The past two or three weeks have been filled with the thrill of discovery. It has taken no more than the reading of a few popular newspapers, the watching of a few local television news broadcasts, the listening to of a few radio talk shows. I now see how easy it is to achieve what so many think is unattainable personal glory and riches, fame and desirability. These last weeks have shown the way to anyone who might want to become a beloved South African icon. This is how to go about it.
If you are not content with hanging morosely around the sidelines, don’t base your quest for personal glory or wealth on some pallid overseas prototypes. No David Beckhams or Madonnas for you. You must aim far lower. You must devote your energies to becoming the genuine article, locally bred and cherished. Your objective is to become a Sunday newspaper front-page special, a South-Africa’s-news-and-information-leader-SAfm darling. You must want to be on every poster, on every lip, talked about and ridiculed at every up-market dinner table. In other words, you must become a proudly South African celebrity, so skin-crawlingly repulsive, so utterly bereft of restraint or modesty as to repel even the most generous of minds. You must become so wanting of personal charm or wit as to make the average Big Brother contestant look like the head boy at Michaelhouse.
As we all know, the local scene is already crawling with celebrities. Sports, arts, pop music, politics, the law, academe, medicine, television, you name it. There are dozens of celebrities to go with any pursuit. Some will do anything to stay that way. A top-of-the-fees-mill senior advocate celebrity in search of a bit of extra media exposure will send out a press release announcing that he’s offering his invaluable legal services entirely free of charge to those among the poorest of the poor being thrown out of their democratically acquired dwellings by greedy creditors. He knows that if the gross rapacity he challenges is chic enough, it will get him prime coverage both on camera and on page three.
This is because nothing disqualifies the would-be South African celebrity from being up there in the limelight, adored and jealously imitated by media and public. Hardened criminals are among our most admired prominent icons. Even those languishing in C-Max make the grade. Some popular heroes can even mix and match, become celebrities in apparently widely disparate avocations. You can be a cricketing star and a deeply caring Christian con artist at the same time. Being a cele- brity is as easy as falling off your wallet.

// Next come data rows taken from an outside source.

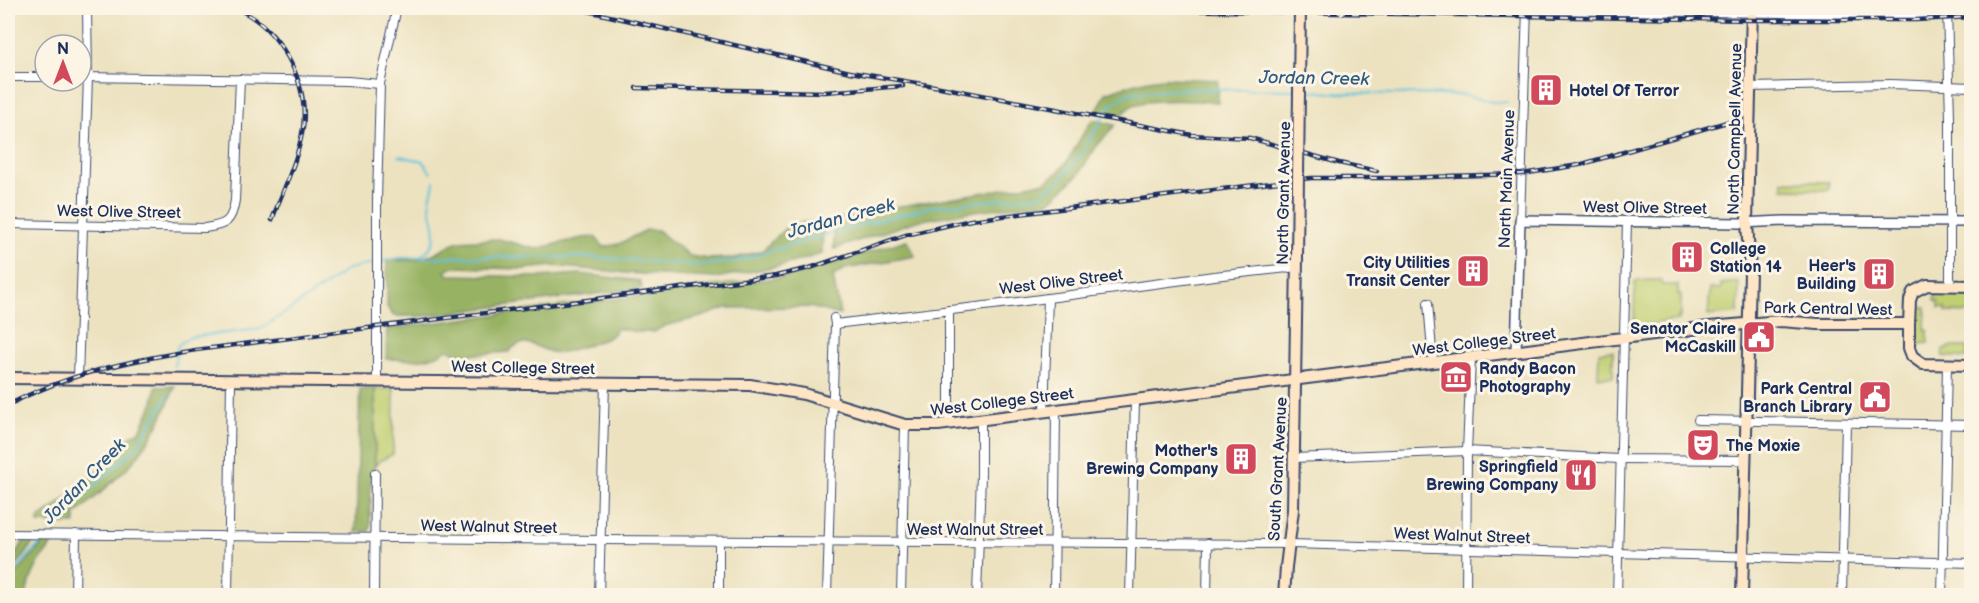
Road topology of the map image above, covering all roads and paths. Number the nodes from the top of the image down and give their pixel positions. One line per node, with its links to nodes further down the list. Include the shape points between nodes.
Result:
1 (87, 8): 7 (street)
2 (1300, 8): 24 (main road, North Grant Avenue, bridge)
3 (1527, 9): 4 (street); 17 (street, North Main Avenue)
4 (1752, 11): 5 (street); 13 (main road, North Campbell Avenue)
5 (1947, 11): 14 (street)
6 (396, 12): 12 (street)
7 (86, 33)
8 (8, 76): 9 (street)
9 (33, 77)
10 (93, 77): 11 (street)
11 (240, 79): 12 (street); 23 (street, West Olive Street, via 236,200 228,222 205,228)
12 (380, 84): 42 (street)
13 (1750, 87): 14 (street); 19 (main road, North Campbell Avenue)
14 (1949, 87): 15 (street); 21 (street)
15 (1971, 87)
16 (84, 93): 23 (street)
17 (1520, 220): 18 (street, West Olive Street); 33 (street, North Main Avenue)
18 (1628, 222): 19 (street, West Olive Street); 32 (street)
19 (1747, 222): 21 (street, West Olive Street); 30 (main road, North Campbell Avenue)
20 (1971, 222): 21 (street, West Olive Street)
21 (1951, 223): 25 (street)
22 (8, 224): 23 (street, West Olive Street)
23 (82, 225): 39 (street)
24 (1297, 262): 27 (street, West Olive Street); 40 (main road, North Grant Avenue)
25 (1950, 285): 26 (main road); 31 (main road, via 1924,286 1913,292)
26 (1971, 286)
27 (1048, 298): 29 (street, West Olive Street); 47 (street)
28 (1428, 303): 35 (street)
29 (950, 309): 45 (street, West Olive Street, via 835,321); 52 (street)
30 (1747, 323): 31 (main road, Park Central West); 32 (main road, West College Street); 50 (main road, North Campbell Avenue)
31 (1909, 324): 36 (main road, via 1912,356 1923,364)
32 (1624, 338): 33 (main road, West College Street); 58 (street)
33 (1516, 352): 34 (main road, West College Street)
34 (1471, 358): 35 (main road, West College Street); 56 (street)
35 (1433, 362): 40 (main road, West College Street)
36 (1947, 365): 37 (main road); 53 (street)
37 (1971, 365)
38 (8, 378): 39 (main road, West College Street)
39 (78, 378): 41 (main road, West College Street)
40 (1296, 379): 44 (main road, West College Street); 57 (main road, South Grant Avenue)
41 (231, 380): 42 (main road, West College Street); 63 (street)
42 (377, 381): 43 (main road, West College Street)
43 (605, 383): 45 (main road, West College Street, via 764,386); 65 (street)
44 (1135, 400): 46 (main road, West College Street); 71 (street)
45 (832, 404): 54 (main road, West College Street); 67 (street)
46 (1056, 409): 47 (main road, West College Street); 69 (street)
47 (1044, 412): 48 (main road, West College Street)
48 (981, 419): 52 (main road, West College Street); 70 (street)
49 (1698, 420): 50 (street)
50 (1746, 421): 51 (street); 59 (main road, North Campbell Avenue)
51 (1846, 423): 53 (street); 77 (street)
52 (949, 424): 54 (main road, West College Street)
53 (1946, 424): 55 (street); 78 (street)
54 (906, 425): 68 (street)
55 (1971, 425)
56 (1467, 451): 57 (street); 58 (street); 74 (street)
57 (1294, 458): 73 (main road, South Grant Avenue)
58 (1619, 459): 59 (street); 75 (street)
59 (1745, 460): 76 (main road, North Campbell Avenue)
60 (375, 473): 64 (street)
61 (8, 534): 62 (street, West Walnut Street)
62 (76, 534): 63 (street, West Walnut Street); 81 (street)
63 (228, 536): 64 (street, West Walnut Street); 82 (street)
64 (374, 538): 65 (street, West Walnut Street); 83 (street)
65 (601, 540): 66 (street, West Walnut Street); 84 (street)
66 (719, 541): 67 (street, West Walnut Street); 80 (street)
67 (828, 542): 68 (street, West Walnut Street); 85 (street)
68 (902, 542): 70 (street, West Walnut Street); 86 (street)
69 (1055, 542): 70 (street, West Walnut Street); 71 (street, West Walnut Street); 88 (street)
70 (979, 543): 87 (street)
71 (1132, 543): 72 (street, West Walnut Street); 89 (street)
72 (1208, 543): 73 (street, West Walnut Street); 90 (street)
73 (1290, 544): 74 (street, West Walnut Street); 91 (main road, South Grant Avenue)
74 (1466, 548): 75 (street, West Walnut Street); 92 (street)
75 (1617, 553): 76 (street, West Walnut Street); 93 (street)
76 (1743, 557): 77 (street, West Walnut Street); 94 (main road, North Campbell Avenue)
77 (1842, 560): 78 (street, West Walnut Street); 95 (street)
78 (1943, 561): 79 (street, West Walnut Street); 96 (street)
79 (1971, 563)
80 (719, 590)
81 (75, 596)
82 (228, 596)
83 (374, 596)
84 (599, 596)
85 (827, 596)
86 (901, 596)
87 (977, 596)
88 (1054, 596)
89 (1130, 596)
90 (1207, 596)
91 (1284, 596)
92 (1466, 596)
93 (1617, 596)
94 (1742, 596)
95 (1842, 596)
96 (1942, 596)

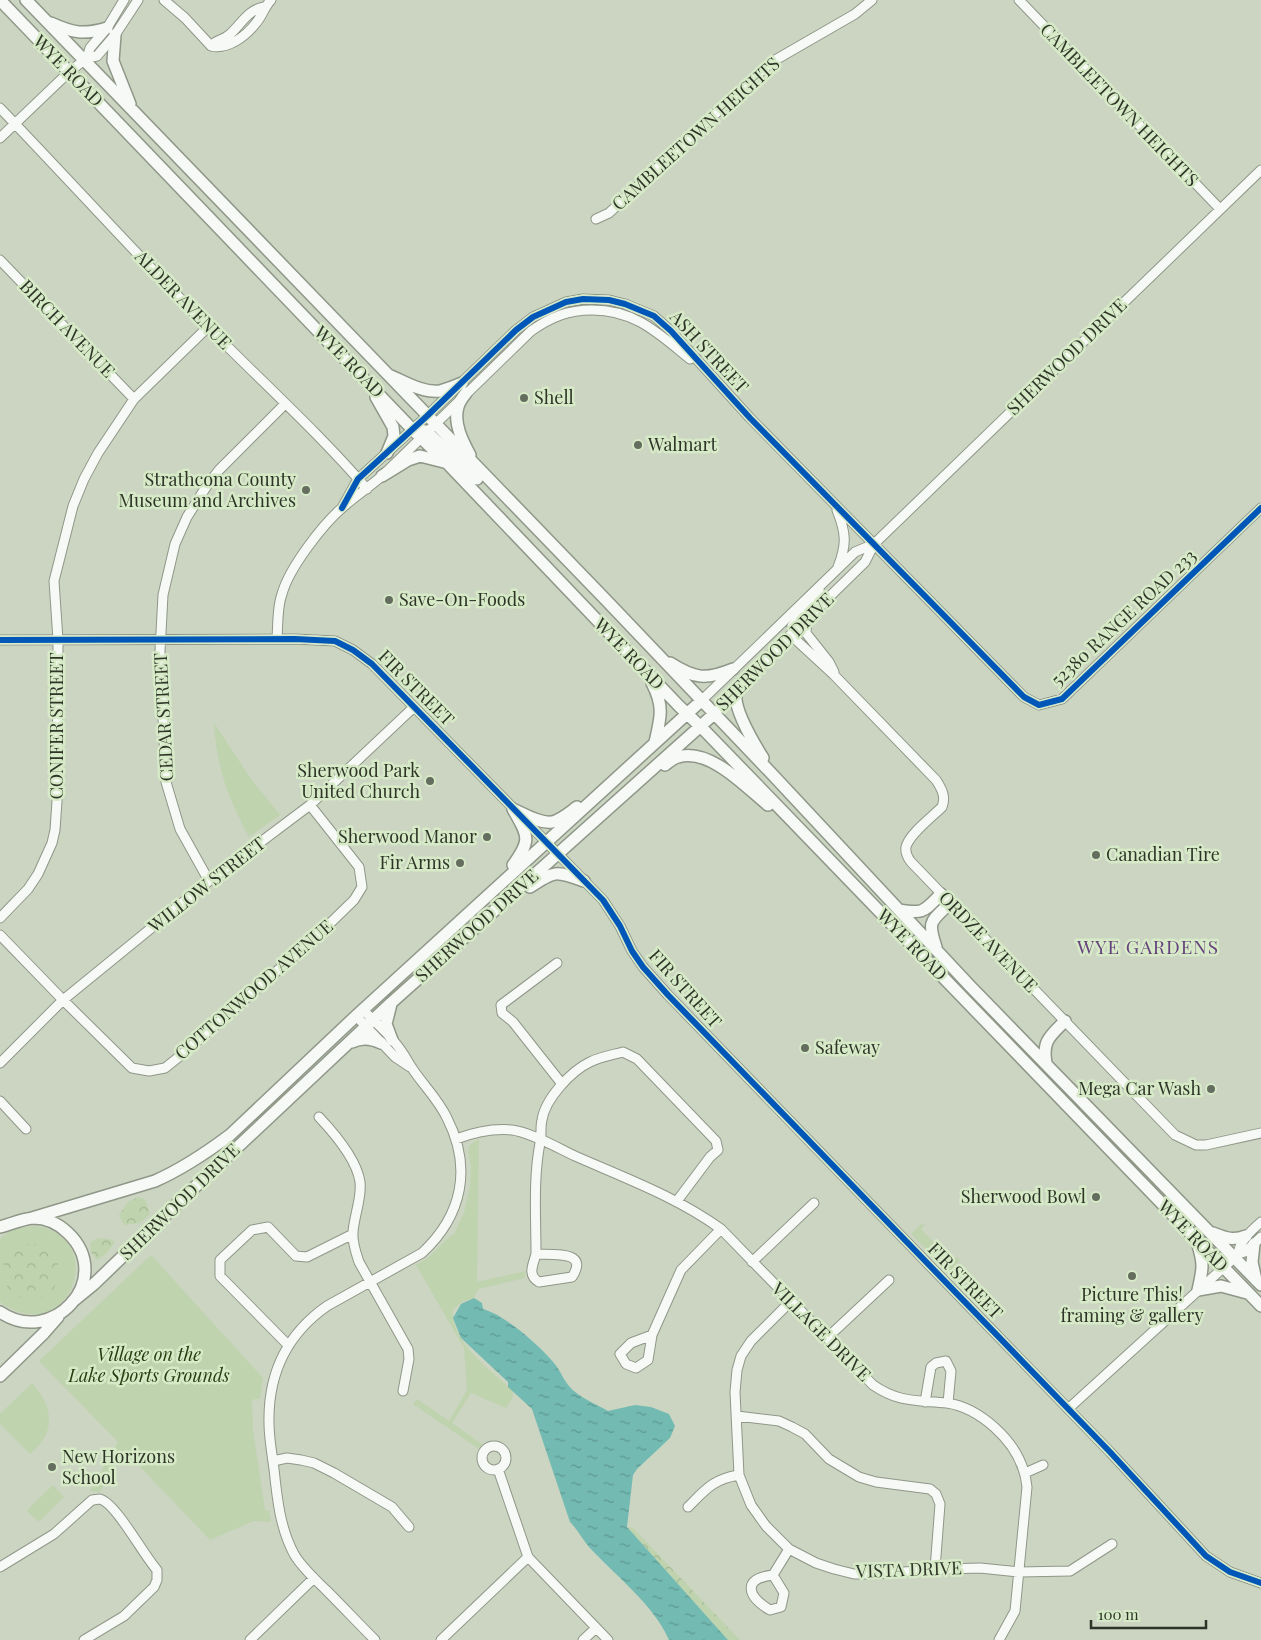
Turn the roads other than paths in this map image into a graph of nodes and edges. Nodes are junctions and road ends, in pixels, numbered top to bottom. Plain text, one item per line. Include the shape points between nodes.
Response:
1 (0, 0) edge
2 (26, 0) edge
3 (124, 0) edge
4 (138, 0) edge
5 (164, 0) edge
6 (272, 0) edge
7 (872, 0) edge
8 (1019, 0) edge
9 (45, 20) junction
10 (111, 32) junction
11 (86, 59) junction
12 (69, 72) junction
13 (0, 108) edge
14 (133, 112) junction
15 (15, 124) junction
16 (0, 138) edge
17 (1261, 170) edge
18 (1220, 210) junction
19 (596, 219) dead end
20 (0, 260) edge
21 (208, 327) junction
22 (384, 373) junction
23 (363, 377) junction
24 (464, 388) junction
25 (134, 399) junction
26 (285, 404) junction
27 (424, 428) junction
28 (387, 453) junction
29 (447, 463) junction
30 (475, 466) junction
31 (382, 476) junction
32 (358, 480) junction
33 (367, 489) junction
34 (836, 506) junction
35 (342, 508) junction
36 (1261, 508) edge
37 (518, 509) junction
38 (874, 544) junction
39 (838, 568) junction
40 (820, 586) junction
41 (807, 619) junction
42 (793, 632) junction
43 (160, 638) junction
44 (277, 639) junction
45 (0, 640) edge
46 (58, 640) junction
47 (657, 654) junction
48 (733, 669) junction
49 (648, 674) junction
50 (834, 675) junction
51 (739, 687) junction
52 (701, 701) junction
53 (414, 706) junction
54 (686, 714) junction
55 (714, 714) junction
56 (700, 726) junction
57 (655, 742) junction
58 (771, 773) junction
59 (595, 797) junction
60 (613, 803) junction
61 (310, 805) junction
62 (513, 809) junction
63 (812, 841) junction
64 (546, 843) junction
65 (557, 854) junction
66 (209, 881) junction
67 (584, 881) junction
68 (498, 886) junction
69 (945, 898) junction
70 (899, 910) junction
71 (493, 912) junction
72 (0, 918) edge
73 (0, 935) edge
74 (938, 951) junction
75 (557, 963) dead end
76 (63, 1000) junction
77 (391, 1003) junction
78 (360, 1013) junction
79 (1065, 1021) junction
80 (370, 1024) junction
81 (387, 1042) junction
82 (348, 1044) junction
83 (0, 1063) edge
84 (1046, 1063) junction
85 (562, 1084) junction
86 (0, 1101) edge
87 (319, 1117) dead end
88 (26, 1129) dead end
89 (1261, 1133) edge
90 (456, 1139) junction
91 (541, 1140) junction
92 (677, 1201) junction
93 (814, 1203) dead end
94 (32, 1218) junction
95 (1261, 1222) edge
96 (1, 1228) edge
97 (721, 1229) junction
98 (1208, 1232) junction
99 (352, 1234) junction
100 (1195, 1238) junction
101 (1254, 1239) edge
102 (536, 1254) junction
103 (1236, 1256) junction
104 (752, 1262) junction
105 (1223, 1267) junction
106 (888, 1280) dead end
107 (371, 1282) junction
108 (1258, 1283) edge
109 (1198, 1290) junction
110 (1249, 1293) junction
111 (790, 1301) junction
112 (72, 1302) junction
113 (1261, 1306) edge
114 (0, 1312) edge
115 (62, 1313) junction
116 (652, 1335) dead end
117 (827, 1338) junction
118 (288, 1345) junction
119 (0, 1376) edge
120 (403, 1391) dead end
121 (925, 1402) junction
122 (948, 1403) junction
123 (1068, 1409) junction
124 (737, 1416) junction
125 (273, 1460) junction
126 (1043, 1465) dead end
127 (498, 1470) dead end
128 (1025, 1473) junction
129 (739, 1475) junction
130 (688, 1507) dead end
131 (409, 1527) dead end
132 (1112, 1544) dead end
133 (789, 1549) junction
134 (528, 1557) junction
135 (0, 1567) edge
136 (935, 1569) junction
137 (1019, 1572) junction
138 (773, 1575) dead end
139 (314, 1578) junction
140 (1261, 1582) edge
141 (596, 1628) junction
142 (84, 1640) edge
143 (250, 1640) edge
144 (375, 1640) edge
145 (441, 1640) edge
146 (584, 1640) edge
147 (608, 1640) edge
148 (999, 1640) edge

1 - 12 main road, WYE ROAD
2 - 9 main road, WYE ROAD
3 - 10 street
4 - 10 street
5 - 6 street via 211,46 218,48 246,34
7 - 19 street, CAMBLEETOWN HEIGHTS via 770,63 609,213
8 - 18 street, CAMBLEETOWN HEIGHTS
9 - 10 main road via 79,33
9 - 11 main road, WYE ROAD
10 - 11 street via 97,56
10 - 14 main road via 113,61
11 - 12 street
11 - 14 main road, WYE ROAD
12 - 15 street
12 - 23 main road, WYE ROAD
13 - 15 street, ALDER AVENUE
14 - 22 main road, WYE ROAD
15 - 16 street
15 - 21 street, ALDER AVENUE
17 - 18 street, SHERWOOD DRIVE
18 - 38 street, SHERWOOD DRIVE
20 - 25 street, BIRCH AVENUE
21 - 25 street, CONIFER STREET
21 - 26 street, ALDER AVENUE
22 - 24 main road via 432,391
22 - 27 main road, WYE ROAD
23 - 27 main road, WYE ROAD
23 - 28 main road via 393,426 394,436
24 - 27 street, ASH STREET
24 - 30 main road via 458,407 458,423
24 - 34 street, ASH STREET via 516,330 533,318 566,302 583,299 625,304 654,316 671,331 709,375
25 - 46 street, CONIFER STREET via 98,452 73,506 54,581
26 - 32 street, ALDER AVENUE
26 - 43 street, CEDAR STREET via 219,470 188,517 168,569
27 - 28 street, ASH STREET
27 - 29 main road, WYE ROAD
27 - 30 main road, WYE ROAD
27 - 31 street, ASH STREET
27 - 37 main road via 507,507
28 - 32 street, ASH STREET
29 - 31 main road via 420,456
29 - 49 main road, WYE ROAD
30 - 37 main road, WYE ROAD
31 - 33 street, ASH STREET
32 - 33 street, ALDER AVENUE
32 - 35 street, ASH STREET
33 - 35 street, ASH STREET
34 - 38 street, ASH STREET
34 - 39 street via 845,534
35 - 44 street, ASH STREET via 304,552 286,581 281,596
36 - 38 street, 52380 RANGE ROAD 233 via 1062,699 1039,705 1024,697
37 - 47 main road, WYE ROAD
38 - 39 street, SHERWOOD DRIVE via 855,552
38 - 41 street, SHERWOOD DRIVE via 865,562
39 - 40 street, SHERWOOD DRIVE
40 - 42 street via 817,598 792,626
40 - 48 street, SHERWOOD DRIVE
41 - 42 street, SHERWOOD DRIVE
41 - 50 street via 806,633 829,662
42 - 50 street via 796,640
42 - 51 street, SHERWOOD DRIVE
43 - 44 street, FIR STREET
43 - 46 street, FIR STREET
43 - 66 street, CEDAR STREET via 166,782 180,829
44 - 53 street, FIR STREET via 335,641 372,664
45 - 46 street, FIR STREET
46 - 72 street, CONIFER STREET via 55,830 38,874
47 - 48 main road via 680,670 704,678
47 - 52 main road, WYE ROAD
48 - 52 street, SHERWOOD DRIVE
49 - 54 main road, WYE ROAD
49 - 57 main road via 661,707
50 - 69 street, ORDZE AVENUE via 942,788 942,807 913,836 906,850 911,862
51 - 55 street, SHERWOOD DRIVE
51 - 58 main road via 736,698 742,719
52 - 54 main road, SHERWOOD DRIVE
52 - 55 main road, WYE ROAD
53 - 61 street, WILLOW STREET
53 - 62 street, FIR STREET
54 - 56 main road, WYE ROAD
54 - 57 main road, SHERWOOD DRIVE
55 - 56 main road, SHERWOOD DRIVE
55 - 58 main road, WYE ROAD
56 - 60 main road, SHERWOOD DRIVE
56 - 63 main road, WYE ROAD
57 - 59 main road, SHERWOOD DRIVE
58 - 70 main road, WYE ROAD
59 - 62 main road via 552,822 539,821
59 - 64 main road, SHERWOOD DRIVE
60 - 63 main road via 675,758 698,756 722,767
60 - 65 main road, SHERWOOD DRIVE
61 - 66 street, WILLOW STREET
61 - 76 street, COTTONWOOD AVENUE via 359,867 362,887 354,900 318,935 165,1068 148,1071 132,1068
62 - 64 street, FIR STREET
62 - 68 main road via 527,842
63 - 100 main road, WYE ROAD
64 - 65 street, FIR STREET
64 - 68 main road, SHERWOOD DRIVE
65 - 67 street, FIR STREET
65 - 71 main road, SHERWOOD DRIVE
66 - 76 street, WILLOW STREET
67 - 71 main road via 565,873 554,873
67 - 123 street, FIR STREET via 610,910 632,951 663,990
68 - 78 main road, SHERWOOD DRIVE
69 - 70 main road via 923,911
69 - 74 main road via 931,924
69 - 79 street, ORDZE AVENUE
70 - 74 main road, WYE ROAD
71 - 77 main road, SHERWOOD DRIVE
73 - 76 street, COTTONWOOD AVENUE
74 - 84 main road, WYE ROAD
75 - 85 street via 501,1005 502,1013 513,1022
76 - 83 street, WILLOW STREET
77 - 80 main road, SHERWOOD DRIVE
77 - 81 main road via 386,1024
78 - 80 street
78 - 94 main road, SHERWOOD DRIVE via 230,1135 201,1156 140,1187
79 - 84 main road via 1047,1041
79 - 89 street, ORDZE AVENUE via 1175,1135 1206,1145
80 - 81 street
80 - 82 main road, SHERWOOD DRIVE
81 - 82 main road via 363,1038
81 - 90 street via 402,1051 436,1100
82 - 112 main road, SHERWOOD DRIVE
84 - 98 main road, WYE ROAD
85 - 91 street via 542,1119
85 - 92 street via 576,1071 603,1057 623,1052 637,1059 716,1141 718,1150
86 - 88 street
87 - 99 street via 348,1153 360,1182
90 - 91 street, VILLAGE DRIVE via 477,1132 514,1130
90 - 107 street via 461,1180 455,1208 446,1225 422,1252
91 - 92 street, VILLAGE DRIVE
91 - 102 street via 536,1163
92 - 97 street, VILLAGE DRIVE
93 - 104 street
94 - 96 main road, SHERWOOD DRIVE
94 - 112 main road via 58,1225 80,1248 85,1277
95 - 101 street
97 - 104 street, VILLAGE DRIVE
97 - 116 street via 681,1270
98 - 101 main road via 1229,1240
98 - 103 main road, WYE ROAD
99 - 107 street via 359,1262
99 - 118 street via 306,1257 296,1256 268,1227 252,1230 220,1260 220,1276
100 - 105 main road, WYE ROAD
100 - 109 main road via 1203,1261
101 - 103 street via 1244,1252
101 - 108 main road via 1252,1262
102 - 102 street via 531,1268 533,1279 539,1282 572,1277 576,1272 576,1260 570,1256
103 - 105 street
103 - 108 main road, WYE ROAD
104 - 111 street, VILLAGE DRIVE
105 - 109 street
105 - 110 main road, WYE ROAD
106 - 117 street
107 - 118 street via 318,1312
107 - 120 street via 408,1350
109 - 110 main road via 1226,1287
109 - 123 street
110 - 113 main road, WYE ROAD
111 - 117 street, VILLAGE DRIVE
111 - 124 street, VISTA DRIVE via 751,1341 741,1356 735,1392
112 - 115 main road
114 - 115 main road via 15,1320 36,1322
115 - 119 main road
117 - 121 street, VILLAGE DRIVE via 884,1393
118 - 125 street via 270,1398
121 - 122 street, VILLAGE DRIVE
121 - 122 street via 931,1367 946,1361 952,1371
122 - 128 street, VILLAGE DRIVE via 971,1410 998,1429
123 - 140 street, FIR STREET via 1206,1556 1230,1572
124 - 129 street, VISTA DRIVE
124 - 136 street via 779,1421 792,1427 805,1434 829,1459 859,1477 930,1489 940,1504
125 - 131 street via 287,1458 314,1463 392,1507
125 - 139 street via 284,1529 296,1557
126 - 128 street
127 - 134 street
128 - 137 street, VILLAGE DRIVE via 1027,1487
129 - 130 street via 708,1486
129 - 133 street, VISTA DRIVE via 751,1505
132 - 137 street, VISTA DRIVE via 1070,1571
133 - 136 street, VISTA DRIVE via 834,1570 854,1574
133 - 138 street
134 - 141 street
134 - 145 street
135 - 142 street via 54,1534 92,1500 104,1501 122,1519 157,1570 158,1580 124,1616
136 - 137 street, VISTA DRIVE via 980,1568
137 - 148 street, VILLAGE DRIVE via 1015,1611
139 - 143 street
139 - 144 street
141 - 146 street
141 - 147 street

If you are aiming to be illustrious in the ‘popular arts” category, the first thing to do when becoming a South African celebrity is either to burn or bury any signs of talent you may have been born with. South African popular arts celebrities are not allowed to secrete any natural flair for what they do. That smidgen of gift you may have must be kept well out of sight. First little sign of that and your fans will run for cover.
Next, get deeply into drugs as soon as possible. No South African popular arts celebrity succeeds without regular widely publicised visits to rehabilitation facilities. And don’t stop at dagga, that’s old hat. Today’s South African popular arts celebrity must be an addict of the entire available pharmacopoeia. If you’re an unrepentant drunken sot as well, all the better.
At this stage, redesign what was actually a blissful childhood. In a gut-wrenching e.tv interview, recall the gruesome details of your upbringing in grinding poverty and filth, graced only by incest-rape and extreme parental violence. It all helps.
Next, make a complete U-turn with your sexuality. If it shows any sign of banal normality, abandon it immediately. Make your walk-out on your loving spouse and kids as brutally callous and public as possible and then plunge yourself into a befitting alternative sexual lifestyle. If you feel a little queasy about going down on someone of the same gender as yourself, don’t worry. With the right drugs and circumstances it’s easy. Taste doesn’t come into it. Set up an orgy and introduce yourself gently. Before starting, inhale, inject or swallow plenty of mind-altering substances so that you don’t know the difference between fanny and freddy. But don’t go too far, save some depravity for later. Leave the dogs outside.
At this stage, it’s wise to make plans for your tragically early death. As the last weeks approach, surround yourself with the most reptilian of your parasites. In the latter stages of your personal decay, your swimming pool and bedroom must seethe with drug lords, specialist media lawyers, religious advisers, regional politicians and record company executives. Also invest in some sort of celebrity burial plan that will ensure that, when the untimely moment comes, you’ll be swished off to eternity in a gilt coffin so magnificently kitsch it would embarrass Liberace.
So there you are, basic guidelines to a life of glitz, glamour and vulgar excess. Get it all right and the president himself will be there to talk at your funeral.